Bonn, 24 May 2018 - The Society for Environmental Toxicology and Chemicals (SETAC) held its 28th meeting in Rome from 13 to 17 May 2018, under the central theme “Responsible and Innovative Research for Environmental Quality”. One of the programme highlights was a special symposium on “Migratory Species at Risk, the Role of Pesticides and other Chemicals”, which took place on 15 May co-organized by CMS and the Wildlife Toxicology Interest Group which operates under SETAC.
Migratory species, and birds in particular, are under pressure worldwide due to habitat destruction, unsustainable hunting and the impact of pollutants. This range of threats makes management of migratory birds a complex issue. These threats may act across part or all a flyway which may cross borders and multiple diverse habitats. There is more and more concern on the impacts of chemicals and this issue requires specific attention. Obtaining clear evidence of pollution-mediated effects is very complicated due to the long-range movements of migratory birds, complex exposure scenarios to different classes of compound in different regions along migration routes, and the logistics of working across multiple countries. This complex issue can only be solved by applying new and innovative tools and concepts. This is essential, for example, for non-destructive collection of sampling and back-tracking of exposure routes.

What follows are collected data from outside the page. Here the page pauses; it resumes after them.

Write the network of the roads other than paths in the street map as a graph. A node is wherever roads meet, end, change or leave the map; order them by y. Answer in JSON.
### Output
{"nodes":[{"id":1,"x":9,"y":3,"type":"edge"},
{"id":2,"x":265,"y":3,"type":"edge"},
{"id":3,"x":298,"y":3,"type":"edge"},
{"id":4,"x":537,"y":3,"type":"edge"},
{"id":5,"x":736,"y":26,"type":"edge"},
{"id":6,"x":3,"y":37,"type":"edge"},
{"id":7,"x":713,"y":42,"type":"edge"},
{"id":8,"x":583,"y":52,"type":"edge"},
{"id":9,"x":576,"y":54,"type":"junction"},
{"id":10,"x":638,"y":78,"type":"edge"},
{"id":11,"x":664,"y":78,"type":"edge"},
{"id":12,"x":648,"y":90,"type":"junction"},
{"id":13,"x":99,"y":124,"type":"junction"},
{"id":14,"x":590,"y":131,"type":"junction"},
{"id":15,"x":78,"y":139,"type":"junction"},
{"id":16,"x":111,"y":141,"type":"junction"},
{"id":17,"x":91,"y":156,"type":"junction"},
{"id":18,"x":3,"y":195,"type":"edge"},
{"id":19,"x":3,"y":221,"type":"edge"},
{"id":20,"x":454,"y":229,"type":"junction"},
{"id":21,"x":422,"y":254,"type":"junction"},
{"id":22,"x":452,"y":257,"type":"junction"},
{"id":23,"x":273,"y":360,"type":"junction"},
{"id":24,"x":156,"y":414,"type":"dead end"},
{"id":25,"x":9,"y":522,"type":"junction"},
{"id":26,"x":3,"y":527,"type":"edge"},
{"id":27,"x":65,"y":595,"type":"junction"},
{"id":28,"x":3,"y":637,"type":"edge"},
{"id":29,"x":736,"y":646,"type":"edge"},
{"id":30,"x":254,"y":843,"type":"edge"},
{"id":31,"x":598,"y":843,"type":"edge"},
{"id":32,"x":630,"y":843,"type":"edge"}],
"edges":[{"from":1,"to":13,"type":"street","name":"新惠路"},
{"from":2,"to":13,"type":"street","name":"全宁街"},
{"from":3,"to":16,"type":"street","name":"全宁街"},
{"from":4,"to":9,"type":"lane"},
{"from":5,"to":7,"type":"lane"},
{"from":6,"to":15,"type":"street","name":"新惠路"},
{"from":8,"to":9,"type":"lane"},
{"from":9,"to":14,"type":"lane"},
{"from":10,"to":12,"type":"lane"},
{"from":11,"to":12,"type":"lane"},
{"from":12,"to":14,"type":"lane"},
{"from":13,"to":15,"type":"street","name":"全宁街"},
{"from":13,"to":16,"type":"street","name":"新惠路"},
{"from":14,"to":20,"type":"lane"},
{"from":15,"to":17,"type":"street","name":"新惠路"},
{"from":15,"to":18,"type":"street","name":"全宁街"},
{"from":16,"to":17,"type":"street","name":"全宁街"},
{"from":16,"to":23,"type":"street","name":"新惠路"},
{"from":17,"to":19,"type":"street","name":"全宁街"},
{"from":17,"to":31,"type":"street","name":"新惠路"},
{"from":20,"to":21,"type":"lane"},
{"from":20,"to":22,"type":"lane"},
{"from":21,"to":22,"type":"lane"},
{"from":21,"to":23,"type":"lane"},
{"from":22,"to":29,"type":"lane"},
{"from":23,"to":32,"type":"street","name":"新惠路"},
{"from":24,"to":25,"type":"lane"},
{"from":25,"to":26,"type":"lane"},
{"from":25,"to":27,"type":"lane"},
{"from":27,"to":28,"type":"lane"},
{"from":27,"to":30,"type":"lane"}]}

The meeting provided an opportunity to showcase the work of the CMS Preventing Poisoning Working Group and the Guidelines to prevent Poisoning which have been adopted by the CMS Conference of Parties (COP). Presentations were given on the impact of pesticides, rodenticides, lead ammunition, poison-baits and veterinary drugs, in addition to poster sessions. Views on the need of regulation were expressed by representatives of the European Food and Safety Authority (EFSA) and the European Chemicals Agency (ECHA), describing the extent to which regulation takes into account neighbouring countries and regional use of compounds, accounts for how local use might affect migratory birds, and how field data might feed into regulatory processes. The recent establishment of a Lead Task Group by the CMS COP in Manila was portrayed as an example of cooperation in the efforts to minimize the impact of some of the worst contaminants.
This Conference provided a unique opportunity to bring together scientists and policy-makers to discuss the topic of pollution and migratory species. The scientific community responded enthusiastically to the call for a specific Symposium on Migratory Birds and Chemicals and actively contributed to identifying the main gaps in knowledge of risks from pesticides, lead, diclofenac and other products that are highly toxic to birds.
Bradnee Chambers, CMS Executive Secretary
SETAC is a scientific society with more than 5,200 members in all parts of the world. Its objectives are advancing and communicating science, developing the next generation of scientists and environmental engineers, and supporting these individuals throughout their careers.